## WORK INSTRUCTIONS:
Look for "roads" in the records and copy every line that has it.

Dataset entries
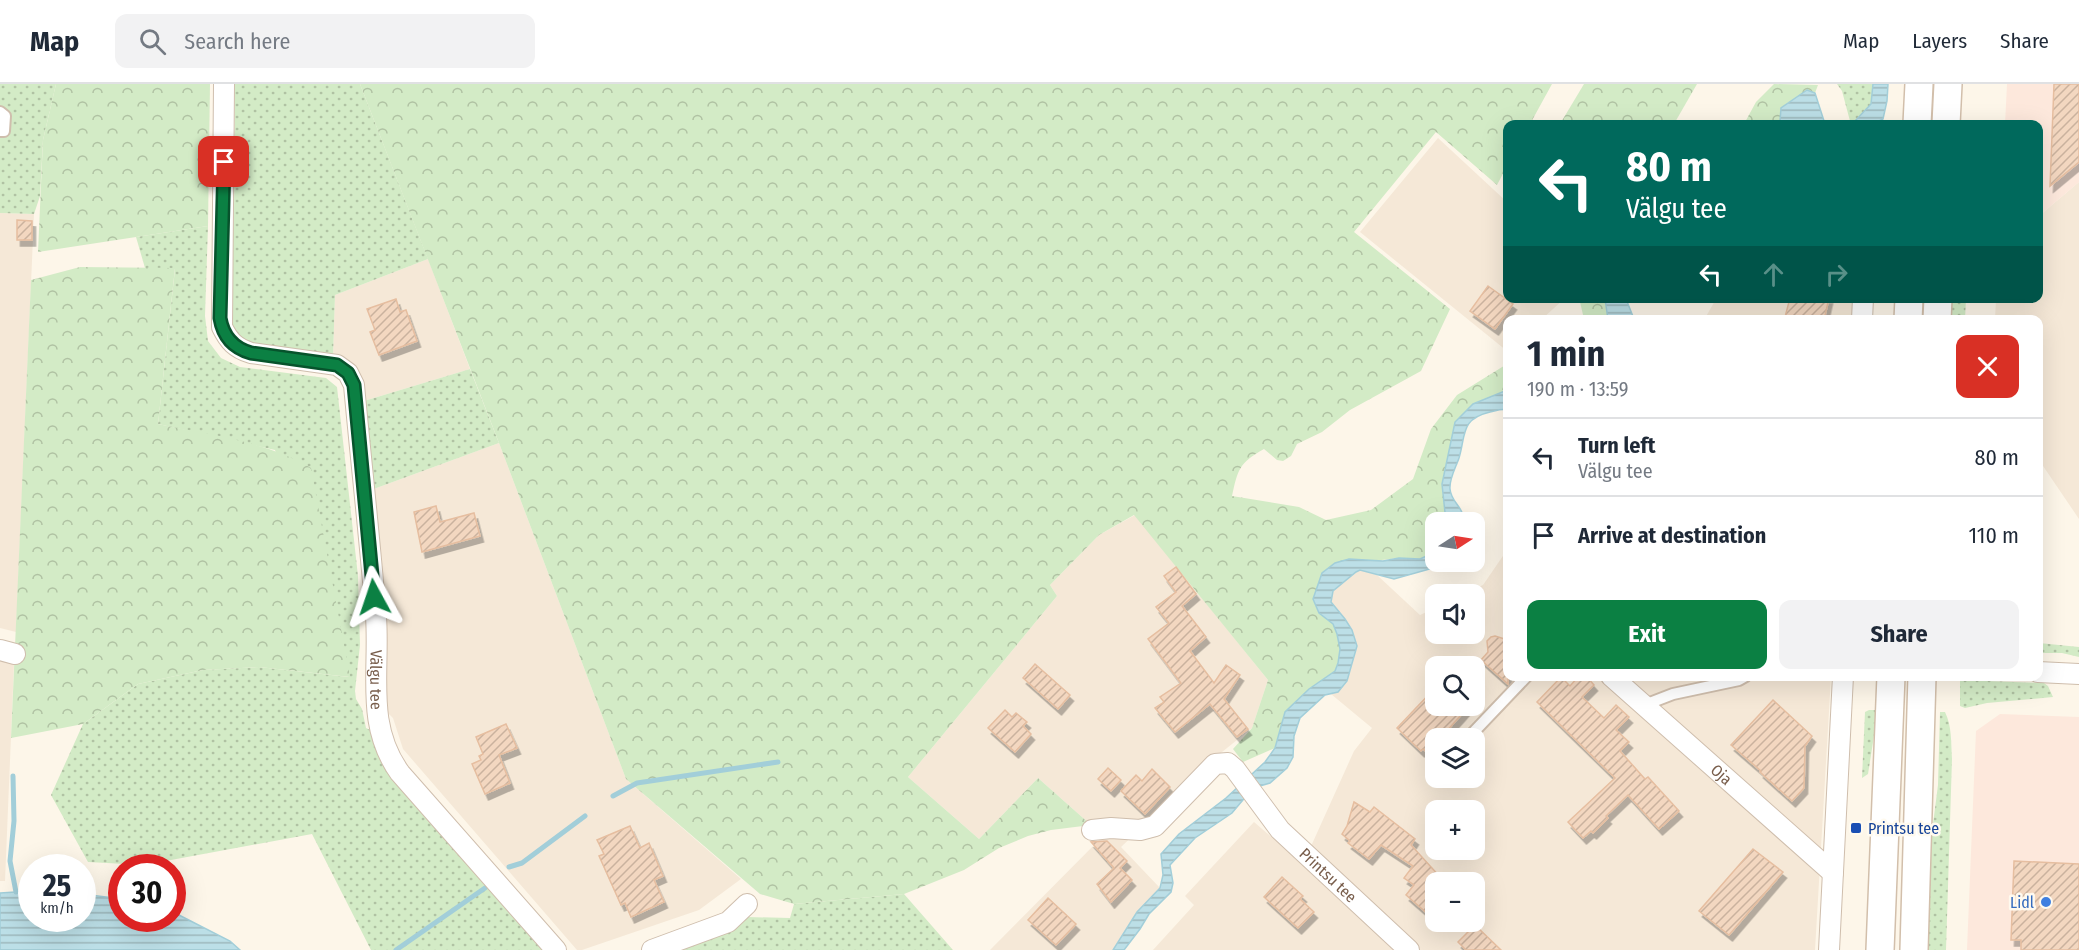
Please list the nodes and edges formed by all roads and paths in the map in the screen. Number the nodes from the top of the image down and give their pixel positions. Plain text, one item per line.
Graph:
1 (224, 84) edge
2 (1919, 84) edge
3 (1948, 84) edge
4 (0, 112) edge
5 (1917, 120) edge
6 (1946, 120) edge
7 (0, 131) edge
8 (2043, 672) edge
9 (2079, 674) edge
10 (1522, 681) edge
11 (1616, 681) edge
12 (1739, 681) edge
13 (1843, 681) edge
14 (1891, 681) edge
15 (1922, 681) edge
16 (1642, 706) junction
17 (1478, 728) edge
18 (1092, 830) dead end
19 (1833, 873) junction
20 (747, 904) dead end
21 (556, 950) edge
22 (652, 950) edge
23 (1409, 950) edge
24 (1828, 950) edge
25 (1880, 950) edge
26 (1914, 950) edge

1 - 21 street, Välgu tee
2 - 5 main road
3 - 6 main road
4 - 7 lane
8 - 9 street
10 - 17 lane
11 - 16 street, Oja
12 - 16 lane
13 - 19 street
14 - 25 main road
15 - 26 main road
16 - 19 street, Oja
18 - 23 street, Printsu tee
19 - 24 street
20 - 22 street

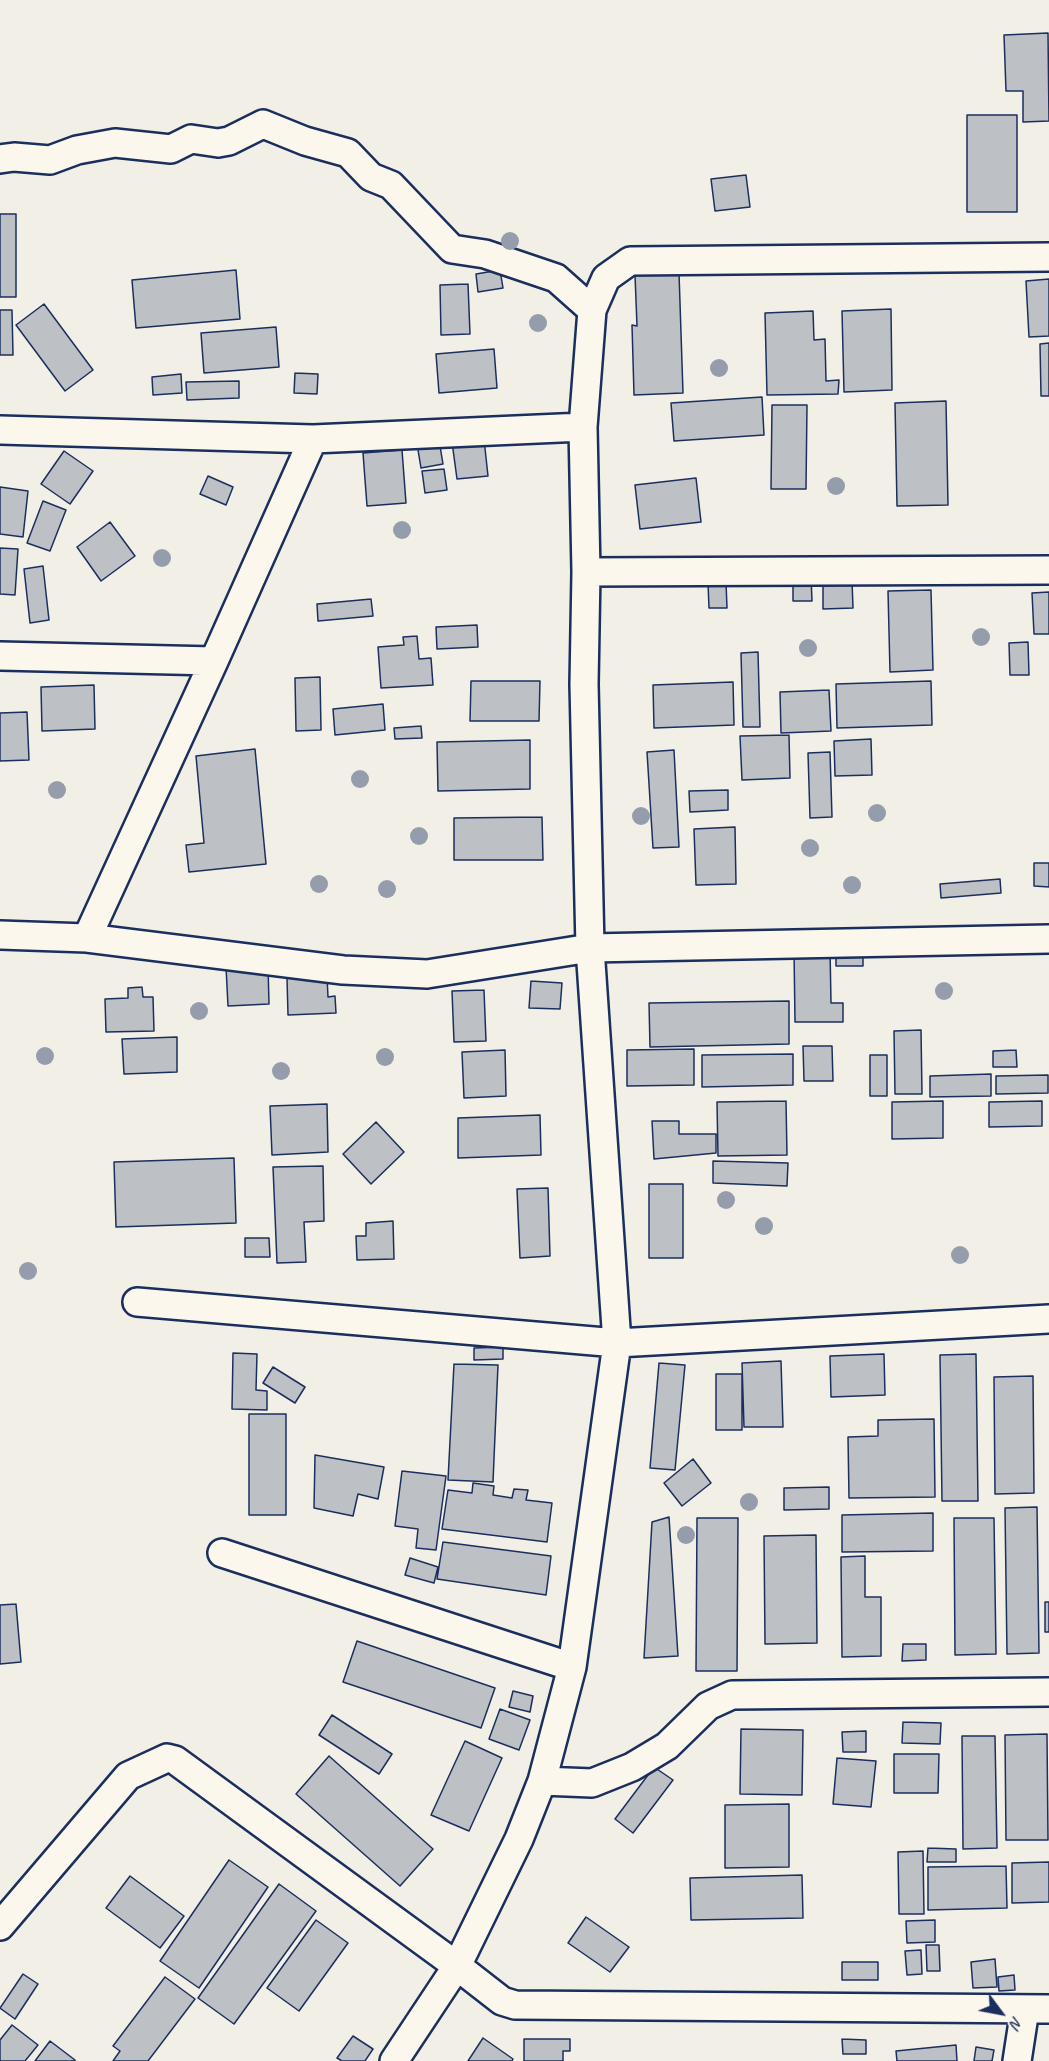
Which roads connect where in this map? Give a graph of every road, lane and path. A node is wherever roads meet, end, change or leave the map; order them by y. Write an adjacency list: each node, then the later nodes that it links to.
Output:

## YOUR SOLUTION:
Please list the nodes and edges formed by all roads and paths in the map in the screen. Number the nodes from the top of the image down and give their pixel positions. Plain text, one item per line.
Which roads connect where in this map? Give a graph of every road, lane and path. A node is wherever roads meet, end, change or leave the map; order them by y. Write an adjacency list: each node, then the later nodes that it links to.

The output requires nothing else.